Antony Esca to młody, zdolny i kreatywny raper, który zyskuje coraz to większą sympatię wśród internautów. Tego młodego artystę proponowaliśmy wam już w lutym 2020 roku, kiedy to wypuścił utwór zatytułowany Show. Za sprawą każdego kolejnego numeru udowadniał swój talent i potencjał. Furorę zrobił kawałek pt. Refren, Paranoja, Wolny styl, a także singiel Restart z Magdą Beredą. Hitem stał się również numer Ona robi puk puk, który Antony Esca nagrał we współpracy z Filipkiem. Na popularnej platformie z krótkimi filmikami megahitem stał się numer Rzucam to trafiam. Teledysk w trzy miesiące ma ponad 1,3 miliona wyświetleń. Teraz przyszedł czas na kolejny viralowy hit!
Antony Esca - piosenka Diss na budziki
Jeleniewska, Dobrafaza, Patrycja Mołczanow, Ola Nowak, Eliza Milewska, Vanessa Rojewska - to między innymi te gwiazdy nagrały swoje Tiktoki w rytm fragmentu utworu Diss na budziki. W sumie jest już 50 tysięcy różnych filmików z tym bangerem w tle. Jak brzmi piosenka Diss na budziki, w całości?
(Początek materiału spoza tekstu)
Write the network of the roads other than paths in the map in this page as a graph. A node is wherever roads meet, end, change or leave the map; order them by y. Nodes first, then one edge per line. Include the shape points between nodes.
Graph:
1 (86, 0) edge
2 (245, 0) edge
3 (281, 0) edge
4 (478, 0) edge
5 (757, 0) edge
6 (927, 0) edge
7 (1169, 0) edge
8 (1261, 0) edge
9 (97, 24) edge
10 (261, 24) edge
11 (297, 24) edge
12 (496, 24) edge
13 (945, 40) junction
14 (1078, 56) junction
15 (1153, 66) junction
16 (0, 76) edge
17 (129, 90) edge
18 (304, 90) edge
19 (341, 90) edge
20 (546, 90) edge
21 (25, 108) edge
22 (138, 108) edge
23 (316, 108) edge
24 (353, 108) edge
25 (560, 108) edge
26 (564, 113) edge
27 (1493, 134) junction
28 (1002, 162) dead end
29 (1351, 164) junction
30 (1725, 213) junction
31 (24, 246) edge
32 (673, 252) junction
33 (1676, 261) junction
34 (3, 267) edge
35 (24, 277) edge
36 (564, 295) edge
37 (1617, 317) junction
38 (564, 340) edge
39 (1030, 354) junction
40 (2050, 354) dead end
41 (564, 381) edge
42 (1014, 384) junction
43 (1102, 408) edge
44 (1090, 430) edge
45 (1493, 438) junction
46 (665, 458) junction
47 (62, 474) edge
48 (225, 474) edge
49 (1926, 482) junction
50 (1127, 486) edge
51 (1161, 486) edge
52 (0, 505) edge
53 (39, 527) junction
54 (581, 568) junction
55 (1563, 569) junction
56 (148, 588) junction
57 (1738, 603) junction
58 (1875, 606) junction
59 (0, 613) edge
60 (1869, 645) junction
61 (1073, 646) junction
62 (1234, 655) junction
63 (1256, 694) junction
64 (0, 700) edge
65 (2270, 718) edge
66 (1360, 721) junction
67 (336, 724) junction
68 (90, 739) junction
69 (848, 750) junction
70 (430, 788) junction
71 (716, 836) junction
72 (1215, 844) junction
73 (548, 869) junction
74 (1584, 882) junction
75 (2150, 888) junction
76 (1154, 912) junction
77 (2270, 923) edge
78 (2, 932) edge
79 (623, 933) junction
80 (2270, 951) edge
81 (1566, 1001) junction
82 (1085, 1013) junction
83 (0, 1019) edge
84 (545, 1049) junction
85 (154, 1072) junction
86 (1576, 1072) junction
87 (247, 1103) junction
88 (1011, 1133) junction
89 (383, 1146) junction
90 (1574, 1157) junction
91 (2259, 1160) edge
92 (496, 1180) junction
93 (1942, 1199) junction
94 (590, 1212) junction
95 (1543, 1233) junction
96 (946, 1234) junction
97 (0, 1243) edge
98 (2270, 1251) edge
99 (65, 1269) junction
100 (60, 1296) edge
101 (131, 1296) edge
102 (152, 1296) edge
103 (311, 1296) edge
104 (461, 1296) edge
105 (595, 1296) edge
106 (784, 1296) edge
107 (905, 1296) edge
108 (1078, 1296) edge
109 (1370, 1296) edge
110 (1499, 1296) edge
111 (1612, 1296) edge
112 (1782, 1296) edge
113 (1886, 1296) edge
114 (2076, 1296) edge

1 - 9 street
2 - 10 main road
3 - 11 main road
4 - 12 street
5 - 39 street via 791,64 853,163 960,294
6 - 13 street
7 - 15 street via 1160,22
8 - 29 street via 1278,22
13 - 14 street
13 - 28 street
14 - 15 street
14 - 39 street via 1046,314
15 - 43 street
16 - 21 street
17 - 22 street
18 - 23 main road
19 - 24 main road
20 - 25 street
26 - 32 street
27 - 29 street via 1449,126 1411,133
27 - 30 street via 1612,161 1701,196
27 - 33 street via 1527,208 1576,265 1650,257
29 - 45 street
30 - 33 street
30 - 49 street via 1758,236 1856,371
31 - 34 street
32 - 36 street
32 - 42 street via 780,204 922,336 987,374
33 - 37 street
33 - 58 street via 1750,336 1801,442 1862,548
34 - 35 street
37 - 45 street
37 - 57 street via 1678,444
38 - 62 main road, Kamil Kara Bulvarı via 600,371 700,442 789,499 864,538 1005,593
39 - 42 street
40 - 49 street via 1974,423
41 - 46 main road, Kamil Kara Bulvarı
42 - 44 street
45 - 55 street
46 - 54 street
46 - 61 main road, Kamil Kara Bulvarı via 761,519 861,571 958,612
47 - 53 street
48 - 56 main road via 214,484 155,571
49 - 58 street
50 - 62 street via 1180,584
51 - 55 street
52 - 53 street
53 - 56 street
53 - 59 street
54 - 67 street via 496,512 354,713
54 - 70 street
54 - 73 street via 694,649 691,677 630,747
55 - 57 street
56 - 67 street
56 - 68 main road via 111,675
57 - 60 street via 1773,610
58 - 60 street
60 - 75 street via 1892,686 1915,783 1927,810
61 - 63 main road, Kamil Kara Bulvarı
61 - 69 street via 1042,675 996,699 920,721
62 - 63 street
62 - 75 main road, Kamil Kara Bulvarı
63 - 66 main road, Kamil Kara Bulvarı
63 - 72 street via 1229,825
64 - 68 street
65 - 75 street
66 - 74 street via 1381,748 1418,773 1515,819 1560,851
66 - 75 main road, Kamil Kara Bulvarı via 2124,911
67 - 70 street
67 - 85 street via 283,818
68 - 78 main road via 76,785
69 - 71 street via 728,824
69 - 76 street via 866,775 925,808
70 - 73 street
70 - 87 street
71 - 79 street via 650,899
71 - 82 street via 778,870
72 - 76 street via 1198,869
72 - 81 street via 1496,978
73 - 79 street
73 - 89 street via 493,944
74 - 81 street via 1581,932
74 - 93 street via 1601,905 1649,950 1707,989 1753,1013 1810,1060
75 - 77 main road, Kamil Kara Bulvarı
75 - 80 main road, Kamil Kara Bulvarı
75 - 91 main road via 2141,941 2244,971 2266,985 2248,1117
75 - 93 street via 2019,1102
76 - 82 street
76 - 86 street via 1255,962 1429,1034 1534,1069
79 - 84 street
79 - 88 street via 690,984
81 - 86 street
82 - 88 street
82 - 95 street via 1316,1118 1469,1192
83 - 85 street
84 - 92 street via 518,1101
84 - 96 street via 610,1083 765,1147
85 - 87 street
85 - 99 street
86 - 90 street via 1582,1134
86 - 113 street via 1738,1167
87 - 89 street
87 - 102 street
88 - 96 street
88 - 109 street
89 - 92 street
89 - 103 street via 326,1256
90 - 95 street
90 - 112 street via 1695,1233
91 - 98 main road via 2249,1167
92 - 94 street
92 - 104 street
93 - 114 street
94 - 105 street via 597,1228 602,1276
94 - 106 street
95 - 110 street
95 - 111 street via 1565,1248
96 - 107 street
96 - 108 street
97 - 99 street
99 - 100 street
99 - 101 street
Tego dowiecie się już 30 czerwca 2022. Wiemy, że bardzo czekacie na premierę, dlatego mamy dla Was niespodziankę. Dłuższy fragment poznacie przedpremierowo, tylko na ESKA.pl już 28 czerwca!
Antony Esca - kim jest?
Antony Esca to pochodzący z Dzierżoniowa 21-letni wykonawca i autor wszystkich swoich tekstów, dla którego priorytetem jest jak najlepszy kontakt z publiką oraz odbiorcami, a co za tym idzie - wytwarzanie swobodnej atmosfery na koncertach, na których chciałby integrować się z każdym obecnym przy scenie i bawić możliwie najlepiej. Choć Antony ma kilka osób na wzór autorytetu, którzy zainspirowali go do tworzenia własnej muzyki, nie zamyka się na jeden gatunek muzyczny. Co ciekawe, opisując swoją działalność, Esca używa terminu wykonawca, ponieważ, jak sam mówi, do miana "artysty" jeszcze trochę mu brakuje.
Przygoda Antonego z muzyką ma krótką historię. Zaczynał on bowiem od pisania tekstów wyłącznie dla zabawy, bez wizji ich późniejszego publikowania. Były to przeważnie parodie, które pisał z kumplami wakacyjnymi wieczorami. W końcu zdecydował się jednak na nagranie pierwszego numeru. - Kupiłem mikrofon i zrealizowałem nagranie w garderobie wypełnionej ubraniami, które tworzyły całkiem niezłą akustykę, pierwszy klip kręciłem z dwójką kumpli telefonem, a co najlepsze, byliśmy zajarani na maksa efektem końcowym, który z perspektywy czasu wydaje nam się co najmniej słaby - mówi z perspektywy czasu.